Did you know that, in addition to all of the races on the ballot, there are two statewide constitutional amendments and one statewide referendum on the ballot that you need to vote on as well?

 

The first amendment says that if a tax or fee is enacted with a specific stated purpose, like say for example, funding hazardous waste cleanup, the money collected actually needs to go to funding hazardous waste cleanup. Right now, money collected mostly winds up in the state’s General Fund and can get spent on pretty much anything. It doesn’t have to go to the specified cause. That means the legislature can propose a tax or fee with a theoretical amenable cause and then use it to fund other stuff. Essentially using it as a dodge around having to say that they raised taxes. We favor fees and tax money going to the purposes for which they were enacted. Vote yes.

 

The second amendment is a little more complex. Right now, if someone wants to sue the State of Georgia, they can’t. This measure would waive the state's sovereign immunity, thereby allowing residents to sue over state or local laws that are found to violate the U.S. Constitution, state Constitution, or state law.

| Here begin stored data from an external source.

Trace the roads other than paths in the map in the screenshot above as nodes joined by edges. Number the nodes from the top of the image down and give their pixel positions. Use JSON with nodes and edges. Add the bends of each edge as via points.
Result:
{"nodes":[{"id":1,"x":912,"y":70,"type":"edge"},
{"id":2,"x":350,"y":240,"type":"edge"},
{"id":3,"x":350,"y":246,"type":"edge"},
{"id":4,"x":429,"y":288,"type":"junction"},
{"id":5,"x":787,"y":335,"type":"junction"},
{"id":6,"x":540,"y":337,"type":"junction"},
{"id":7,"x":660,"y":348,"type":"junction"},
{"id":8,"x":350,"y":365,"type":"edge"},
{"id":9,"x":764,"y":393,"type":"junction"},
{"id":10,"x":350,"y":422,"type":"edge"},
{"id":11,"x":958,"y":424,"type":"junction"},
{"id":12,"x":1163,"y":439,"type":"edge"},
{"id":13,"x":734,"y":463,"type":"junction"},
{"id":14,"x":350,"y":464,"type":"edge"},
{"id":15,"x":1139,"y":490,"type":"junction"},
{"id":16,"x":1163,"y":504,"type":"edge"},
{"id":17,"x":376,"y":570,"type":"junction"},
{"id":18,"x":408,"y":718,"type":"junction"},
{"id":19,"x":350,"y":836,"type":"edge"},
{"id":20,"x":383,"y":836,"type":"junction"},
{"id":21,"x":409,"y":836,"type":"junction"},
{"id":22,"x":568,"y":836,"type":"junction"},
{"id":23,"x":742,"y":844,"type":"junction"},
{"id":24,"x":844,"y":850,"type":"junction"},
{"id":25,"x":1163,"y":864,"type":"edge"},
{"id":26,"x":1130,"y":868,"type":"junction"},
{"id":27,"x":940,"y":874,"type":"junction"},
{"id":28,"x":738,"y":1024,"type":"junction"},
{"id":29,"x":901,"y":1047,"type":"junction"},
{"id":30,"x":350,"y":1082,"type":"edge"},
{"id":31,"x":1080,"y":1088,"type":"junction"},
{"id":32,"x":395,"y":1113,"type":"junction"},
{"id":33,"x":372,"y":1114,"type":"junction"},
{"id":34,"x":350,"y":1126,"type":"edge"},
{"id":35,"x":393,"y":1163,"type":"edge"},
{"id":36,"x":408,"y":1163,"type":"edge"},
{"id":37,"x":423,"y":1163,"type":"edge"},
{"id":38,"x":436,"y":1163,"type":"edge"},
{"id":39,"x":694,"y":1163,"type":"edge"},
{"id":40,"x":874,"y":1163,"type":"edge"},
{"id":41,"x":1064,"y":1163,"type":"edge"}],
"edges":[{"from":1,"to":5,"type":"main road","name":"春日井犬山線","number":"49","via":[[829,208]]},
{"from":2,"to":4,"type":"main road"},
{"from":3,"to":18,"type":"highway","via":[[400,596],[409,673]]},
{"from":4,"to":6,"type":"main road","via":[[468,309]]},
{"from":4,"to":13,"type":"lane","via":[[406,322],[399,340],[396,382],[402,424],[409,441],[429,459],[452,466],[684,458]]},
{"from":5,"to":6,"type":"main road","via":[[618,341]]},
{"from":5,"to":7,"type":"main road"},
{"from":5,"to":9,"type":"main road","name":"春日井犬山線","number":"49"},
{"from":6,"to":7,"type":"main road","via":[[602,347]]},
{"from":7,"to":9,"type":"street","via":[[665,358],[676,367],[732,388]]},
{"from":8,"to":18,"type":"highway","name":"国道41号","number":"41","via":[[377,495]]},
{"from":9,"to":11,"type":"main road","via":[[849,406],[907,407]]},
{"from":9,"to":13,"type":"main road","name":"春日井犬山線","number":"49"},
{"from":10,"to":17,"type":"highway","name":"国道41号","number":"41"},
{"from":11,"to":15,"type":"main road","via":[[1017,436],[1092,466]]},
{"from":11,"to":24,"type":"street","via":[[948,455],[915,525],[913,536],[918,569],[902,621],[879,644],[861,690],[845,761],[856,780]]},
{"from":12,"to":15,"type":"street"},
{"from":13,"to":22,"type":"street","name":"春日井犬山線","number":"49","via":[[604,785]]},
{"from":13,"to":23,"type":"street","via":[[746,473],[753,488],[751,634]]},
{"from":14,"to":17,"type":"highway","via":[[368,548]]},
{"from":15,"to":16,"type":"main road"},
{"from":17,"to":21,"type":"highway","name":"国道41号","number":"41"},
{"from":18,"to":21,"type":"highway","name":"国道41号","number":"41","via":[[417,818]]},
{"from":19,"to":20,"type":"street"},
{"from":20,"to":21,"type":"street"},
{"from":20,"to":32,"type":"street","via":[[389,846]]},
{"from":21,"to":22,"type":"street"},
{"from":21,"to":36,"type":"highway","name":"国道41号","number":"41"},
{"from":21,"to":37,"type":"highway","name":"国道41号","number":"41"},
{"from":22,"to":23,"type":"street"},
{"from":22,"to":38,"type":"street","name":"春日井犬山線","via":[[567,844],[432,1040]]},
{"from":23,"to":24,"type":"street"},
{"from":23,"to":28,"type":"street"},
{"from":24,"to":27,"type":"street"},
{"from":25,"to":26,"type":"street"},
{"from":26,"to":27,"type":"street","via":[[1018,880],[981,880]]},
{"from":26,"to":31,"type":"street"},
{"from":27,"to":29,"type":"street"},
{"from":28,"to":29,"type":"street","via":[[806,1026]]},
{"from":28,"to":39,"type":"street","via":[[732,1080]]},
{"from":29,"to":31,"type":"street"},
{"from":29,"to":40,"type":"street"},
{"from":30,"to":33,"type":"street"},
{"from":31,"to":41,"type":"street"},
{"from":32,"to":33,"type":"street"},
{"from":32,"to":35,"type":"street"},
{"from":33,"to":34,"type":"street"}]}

Under the amendment, a court could not award damages, attorney's fees, or other costs of litigation unless authorized by the state legislature. After granting declaratory judgment, a court would be able to block the law or act in question. The legislature of Georgia has tried to change this in the past, but both times the laws they passed got vetoed by the Governor. So, they’re avoiding the Governor and submitting it as a constitutional amendment which is veto-proof. This is one of those super-rare cases where there is consensus on all sides— Republican, Democrat, Libertarian— that this amendment should pass. Vote yes.

 

Finally, there is the referendum that establishes a tax exemption for certain real estate owned by a charity like Habitat for Humanity. It allows for charities to forgo property taxes so as to make single family homes available to individuals to renovate them as long as the loans it makes to those individuals are interest-free and held solely by the charity. If another entity is seeking to gain the tax exemption for the property by engaging a charity to “front” the loan, then no tax break. That’s the loophole it is trying to close. Vote yes.